Every record below needs to be printed again exactly.

[[ Dataset records open ]]

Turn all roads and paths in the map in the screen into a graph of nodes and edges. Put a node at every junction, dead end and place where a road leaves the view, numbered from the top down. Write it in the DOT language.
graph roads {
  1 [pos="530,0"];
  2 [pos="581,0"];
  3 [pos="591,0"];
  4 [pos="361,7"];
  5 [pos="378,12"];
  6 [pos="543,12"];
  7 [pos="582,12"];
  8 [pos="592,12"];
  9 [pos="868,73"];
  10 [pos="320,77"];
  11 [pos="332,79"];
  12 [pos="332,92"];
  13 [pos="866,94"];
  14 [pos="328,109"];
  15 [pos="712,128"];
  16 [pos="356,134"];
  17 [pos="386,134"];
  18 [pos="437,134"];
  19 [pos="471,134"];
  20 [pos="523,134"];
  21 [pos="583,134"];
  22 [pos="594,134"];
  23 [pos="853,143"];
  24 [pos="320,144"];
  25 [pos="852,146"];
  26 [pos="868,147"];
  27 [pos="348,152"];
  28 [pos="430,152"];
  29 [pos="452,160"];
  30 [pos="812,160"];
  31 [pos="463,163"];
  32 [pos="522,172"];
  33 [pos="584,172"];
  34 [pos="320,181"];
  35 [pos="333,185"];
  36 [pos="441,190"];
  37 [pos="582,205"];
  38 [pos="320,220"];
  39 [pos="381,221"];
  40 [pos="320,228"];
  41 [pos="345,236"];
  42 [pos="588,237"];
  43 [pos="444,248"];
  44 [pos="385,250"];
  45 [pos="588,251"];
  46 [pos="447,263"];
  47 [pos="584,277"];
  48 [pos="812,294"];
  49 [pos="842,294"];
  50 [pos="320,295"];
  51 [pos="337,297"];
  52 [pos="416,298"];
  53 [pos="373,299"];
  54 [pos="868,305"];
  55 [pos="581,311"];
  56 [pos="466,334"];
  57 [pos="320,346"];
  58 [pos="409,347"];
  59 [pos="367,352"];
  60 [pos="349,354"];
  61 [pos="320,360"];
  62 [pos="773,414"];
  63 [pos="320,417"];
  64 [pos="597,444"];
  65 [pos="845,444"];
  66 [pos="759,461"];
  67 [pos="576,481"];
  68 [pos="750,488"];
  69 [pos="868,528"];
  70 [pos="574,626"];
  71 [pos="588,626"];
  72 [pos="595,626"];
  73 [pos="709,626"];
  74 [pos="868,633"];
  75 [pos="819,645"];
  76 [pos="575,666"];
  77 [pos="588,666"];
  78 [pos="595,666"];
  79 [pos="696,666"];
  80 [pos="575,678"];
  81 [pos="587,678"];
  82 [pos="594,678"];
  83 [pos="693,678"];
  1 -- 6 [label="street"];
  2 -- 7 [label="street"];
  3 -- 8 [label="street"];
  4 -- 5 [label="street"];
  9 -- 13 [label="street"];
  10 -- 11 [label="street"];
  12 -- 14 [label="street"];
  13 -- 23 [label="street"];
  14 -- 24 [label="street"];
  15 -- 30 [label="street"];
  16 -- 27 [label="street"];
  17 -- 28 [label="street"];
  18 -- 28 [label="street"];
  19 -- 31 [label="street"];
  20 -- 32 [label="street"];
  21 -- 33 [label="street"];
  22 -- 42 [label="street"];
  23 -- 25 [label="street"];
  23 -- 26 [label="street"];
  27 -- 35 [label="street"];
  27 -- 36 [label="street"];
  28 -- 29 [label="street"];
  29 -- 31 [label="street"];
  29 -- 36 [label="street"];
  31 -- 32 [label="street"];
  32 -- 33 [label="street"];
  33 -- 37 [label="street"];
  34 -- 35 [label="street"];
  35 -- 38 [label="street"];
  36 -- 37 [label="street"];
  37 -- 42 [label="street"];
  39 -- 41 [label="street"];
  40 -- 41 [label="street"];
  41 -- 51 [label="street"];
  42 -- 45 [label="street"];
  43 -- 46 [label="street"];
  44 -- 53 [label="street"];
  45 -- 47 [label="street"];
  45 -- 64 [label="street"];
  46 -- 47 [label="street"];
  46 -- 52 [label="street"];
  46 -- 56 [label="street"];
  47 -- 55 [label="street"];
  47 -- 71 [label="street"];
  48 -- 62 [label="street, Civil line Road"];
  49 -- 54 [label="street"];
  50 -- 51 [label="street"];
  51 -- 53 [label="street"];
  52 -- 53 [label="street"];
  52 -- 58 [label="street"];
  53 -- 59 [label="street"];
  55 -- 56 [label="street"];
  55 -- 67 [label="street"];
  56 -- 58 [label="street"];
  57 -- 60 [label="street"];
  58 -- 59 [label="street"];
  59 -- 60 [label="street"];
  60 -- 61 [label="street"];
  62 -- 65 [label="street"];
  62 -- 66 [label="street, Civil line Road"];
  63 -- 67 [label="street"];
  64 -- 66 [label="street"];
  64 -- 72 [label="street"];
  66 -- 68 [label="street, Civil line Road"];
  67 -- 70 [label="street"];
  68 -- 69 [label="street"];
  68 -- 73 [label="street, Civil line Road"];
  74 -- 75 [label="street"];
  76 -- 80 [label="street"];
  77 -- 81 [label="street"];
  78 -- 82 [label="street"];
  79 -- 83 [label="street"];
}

[[ Dataset records closed ]]

Output of the exercise:
Turn all roads and paths in the map in the screen into a graph of nodes and edges. Put a node at every junction, dead end and place where a road leaves the view, numbered from the top down. Write it in the DOT language.
graph roads {
  1 [pos="530,0"];
  2 [pos="581,0"];
  3 [pos="591,0"];
  4 [pos="361,7"];
  5 [pos="378,12"];
  6 [pos="543,12"];
  7 [pos="582,12"];
  8 [pos="592,12"];
  9 [pos="868,73"];
  10 [pos="320,77"];
  11 [pos="332,79"];
  12 [pos="332,92"];
  13 [pos="866,94"];
  14 [pos="328,109"];
  15 [pos="712,128"];
  16 [pos="356,134"];
  17 [pos="386,134"];
  18 [pos="437,134"];
  19 [pos="471,134"];
  20 [pos="523,134"];
  21 [pos="583,134"];
  22 [pos="594,134"];
  23 [pos="853,143"];
  24 [pos="320,144"];
  25 [pos="852,146"];
  26 [pos="868,147"];
  27 [pos="348,152"];
  28 [pos="430,152"];
  29 [pos="452,160"];
  30 [pos="812,160"];
  31 [pos="463,163"];
  32 [pos="522,172"];
  33 [pos="584,172"];
  34 [pos="320,181"];
  35 [pos="333,185"];
  36 [pos="441,190"];
  37 [pos="582,205"];
  38 [pos="320,220"];
  39 [pos="381,221"];
  40 [pos="320,228"];
  41 [pos="345,236"];
  42 [pos="588,237"];
  43 [pos="444,248"];
  44 [pos="385,250"];
  45 [pos="588,251"];
  46 [pos="447,263"];
  47 [pos="584,277"];
  48 [pos="812,294"];
  49 [pos="842,294"];
  50 [pos="320,295"];
  51 [pos="337,297"];
  52 [pos="416,298"];
  53 [pos="373,299"];
  54 [pos="868,305"];
  55 [pos="581,311"];
  56 [pos="466,334"];
  57 [pos="320,346"];
  58 [pos="409,347"];
  59 [pos="367,352"];
  60 [pos="349,354"];
  61 [pos="320,360"];
  62 [pos="773,414"];
  63 [pos="320,417"];
  64 [pos="597,444"];
  65 [pos="845,444"];
  66 [pos="759,461"];
  67 [pos="576,481"];
  68 [pos="750,488"];
  69 [pos="868,528"];
  70 [pos="574,626"];
  71 [pos="588,626"];
  72 [pos="595,626"];
  73 [pos="709,626"];
  74 [pos="868,633"];
  75 [pos="819,645"];
  76 [pos="575,666"];
  77 [pos="588,666"];
  78 [pos="595,666"];
  79 [pos="696,666"];
  80 [pos="575,678"];
  81 [pos="587,678"];
  82 [pos="594,678"];
  83 [pos="693,678"];
  1 -- 6 [label="street"];
  2 -- 7 [label="street"];
  3 -- 8 [label="street"];
  4 -- 5 [label="street"];
  9 -- 13 [label="street"];
  10 -- 11 [label="street"];
  12 -- 14 [label="street"];
  13 -- 23 [label="street"];
  14 -- 24 [label="street"];
  15 -- 30 [label="street"];
  16 -- 27 [label="street"];
  17 -- 28 [label="street"];
  18 -- 28 [label="street"];
  19 -- 31 [label="street"];
  20 -- 32 [label="street"];
  21 -- 33 [label="street"];
  22 -- 42 [label="street"];
  23 -- 25 [label="street"];
  23 -- 26 [label="street"];
  27 -- 35 [label="street"];
  27 -- 36 [label="street"];
  28 -- 29 [label="street"];
  29 -- 31 [label="street"];
  29 -- 36 [label="street"];
  31 -- 32 [label="street"];
  32 -- 33 [label="street"];
  33 -- 37 [label="street"];
  34 -- 35 [label="street"];
  35 -- 38 [label="street"];
  36 -- 37 [label="street"];
  37 -- 42 [label="street"];
  39 -- 41 [label="street"];
  40 -- 41 [label="street"];
  41 -- 51 [label="street"];
  42 -- 45 [label="street"];
  43 -- 46 [label="street"];
  44 -- 53 [label="street"];
  45 -- 47 [label="street"];
  45 -- 64 [label="street"];
  46 -- 47 [label="street"];
  46 -- 52 [label="street"];
  46 -- 56 [label="street"];
  47 -- 55 [label="street"];
  47 -- 71 [label="street"];
  48 -- 62 [label="street, Civil line Road"];
  49 -- 54 [label="street"];
  50 -- 51 [label="street"];
  51 -- 53 [label="street"];
  52 -- 53 [label="street"];
  52 -- 58 [label="street"];
  53 -- 59 [label="street"];
  55 -- 56 [label="street"];
  55 -- 67 [label="street"];
  56 -- 58 [label="street"];
  57 -- 60 [label="street"];
  58 -- 59 [label="street"];
  59 -- 60 [label="street"];
  60 -- 61 [label="street"];
  62 -- 65 [label="street"];
  62 -- 66 [label="street, Civil line Road"];
  63 -- 67 [label="street"];
  64 -- 66 [label="street"];
  64 -- 72 [label="street"];
  66 -- 68 [label="street, Civil line Road"];
  67 -- 70 [label="street"];
  68 -- 69 [label="street"];
  68 -- 73 [label="street, Civil line Road"];
  74 -- 75 [label="street"];
  76 -- 80 [label="street"];
  77 -- 81 [label="street"];
  78 -- 82 [label="street"];
  79 -- 83 [label="street"];
}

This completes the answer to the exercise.